A District Court judge in Florida has denied a defendant’s motion to dismiss after it was sued for allegedly violating the Telephone Consumer Protection Act by making collection calls to an individual’s cell phone using an automatic telephone dialing system without first receiving expressed permission to do so.
A copy of the ruling in the case of Melvin v. Ocwen Loan Servicing can be accessed by clicking here.
The plaintiff alleged he received about 80 calls to his cell phone during a 26-month span. The calls were made allegedly with an ATDS and without the plaintiff’s permission and after he allegedly revoked consent to be contacted. The defendant argued that the court should be bound to follow a 1992 order from the Federal Communications Commission, which said the TCPA does not apply to collection calls. The court should have to follow the 1992 ruling, the defendant argued, because the ruling from the Court of Appeals for the District of Columbia in ACA International v. FCC overruled previous orders from the regulator.

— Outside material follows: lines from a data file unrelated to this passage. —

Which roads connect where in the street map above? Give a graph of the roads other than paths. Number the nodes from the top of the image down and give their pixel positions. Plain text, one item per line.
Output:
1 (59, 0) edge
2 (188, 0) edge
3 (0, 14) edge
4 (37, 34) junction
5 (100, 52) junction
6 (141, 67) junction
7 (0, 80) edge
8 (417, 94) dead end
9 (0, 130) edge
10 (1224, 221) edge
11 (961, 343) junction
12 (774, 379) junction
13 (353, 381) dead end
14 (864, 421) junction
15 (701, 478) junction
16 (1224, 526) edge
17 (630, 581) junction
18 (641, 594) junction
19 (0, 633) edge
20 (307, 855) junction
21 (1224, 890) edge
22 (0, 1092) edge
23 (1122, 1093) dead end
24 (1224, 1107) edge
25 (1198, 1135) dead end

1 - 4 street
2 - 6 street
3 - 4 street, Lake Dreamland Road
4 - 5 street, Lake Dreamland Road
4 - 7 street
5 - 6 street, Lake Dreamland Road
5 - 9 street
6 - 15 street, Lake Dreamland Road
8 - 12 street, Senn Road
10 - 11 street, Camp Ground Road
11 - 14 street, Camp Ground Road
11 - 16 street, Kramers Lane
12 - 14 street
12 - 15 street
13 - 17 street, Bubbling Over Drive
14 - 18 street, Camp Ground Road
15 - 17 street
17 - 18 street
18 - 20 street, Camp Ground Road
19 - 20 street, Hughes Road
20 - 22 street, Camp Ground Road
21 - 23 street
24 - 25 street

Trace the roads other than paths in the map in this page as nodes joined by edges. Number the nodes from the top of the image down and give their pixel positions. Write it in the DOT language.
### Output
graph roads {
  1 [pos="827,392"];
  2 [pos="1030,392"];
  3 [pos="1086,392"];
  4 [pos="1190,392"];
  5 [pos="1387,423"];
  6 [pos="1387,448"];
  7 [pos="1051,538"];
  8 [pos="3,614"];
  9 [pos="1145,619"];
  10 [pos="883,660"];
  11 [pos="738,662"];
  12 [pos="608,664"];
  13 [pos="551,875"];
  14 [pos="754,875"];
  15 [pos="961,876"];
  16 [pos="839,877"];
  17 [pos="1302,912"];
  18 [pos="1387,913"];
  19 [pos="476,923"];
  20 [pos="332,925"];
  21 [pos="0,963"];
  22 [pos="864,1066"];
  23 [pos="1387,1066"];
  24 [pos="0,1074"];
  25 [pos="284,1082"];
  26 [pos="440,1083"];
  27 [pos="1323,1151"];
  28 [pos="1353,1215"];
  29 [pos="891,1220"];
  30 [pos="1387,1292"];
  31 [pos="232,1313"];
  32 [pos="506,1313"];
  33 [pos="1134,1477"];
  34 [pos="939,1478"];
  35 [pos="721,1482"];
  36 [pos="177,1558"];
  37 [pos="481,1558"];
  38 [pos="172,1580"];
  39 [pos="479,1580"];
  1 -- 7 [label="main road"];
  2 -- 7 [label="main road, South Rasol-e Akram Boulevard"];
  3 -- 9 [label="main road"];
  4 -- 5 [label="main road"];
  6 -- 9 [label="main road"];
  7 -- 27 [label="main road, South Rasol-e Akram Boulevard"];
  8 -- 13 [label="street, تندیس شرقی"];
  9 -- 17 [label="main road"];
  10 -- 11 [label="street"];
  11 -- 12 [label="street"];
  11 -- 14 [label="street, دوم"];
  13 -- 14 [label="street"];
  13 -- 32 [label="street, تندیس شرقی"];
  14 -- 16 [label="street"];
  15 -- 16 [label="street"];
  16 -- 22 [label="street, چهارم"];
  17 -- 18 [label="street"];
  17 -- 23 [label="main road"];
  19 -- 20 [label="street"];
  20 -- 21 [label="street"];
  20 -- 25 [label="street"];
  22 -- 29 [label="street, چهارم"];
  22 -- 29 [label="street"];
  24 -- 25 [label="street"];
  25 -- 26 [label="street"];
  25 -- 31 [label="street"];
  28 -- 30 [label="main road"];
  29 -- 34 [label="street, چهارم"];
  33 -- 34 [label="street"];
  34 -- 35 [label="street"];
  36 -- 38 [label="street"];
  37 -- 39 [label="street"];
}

Peter Grilli, a mediator working in the District Court for the Middle District of Florida, Tampa Division, ruled that collection calls are not exempt from the TCPA and because the plaintiff heard silence and a clicking noise when he picked up the phone after being called by the defendant, sufficiently stated a claim for relief.
Looking at two previous rulings against the defendant on roughly the same issues, the mediator ruled that portions of a 2003 ruling from the FCC still apply, which held the TCPA applies to collection calls.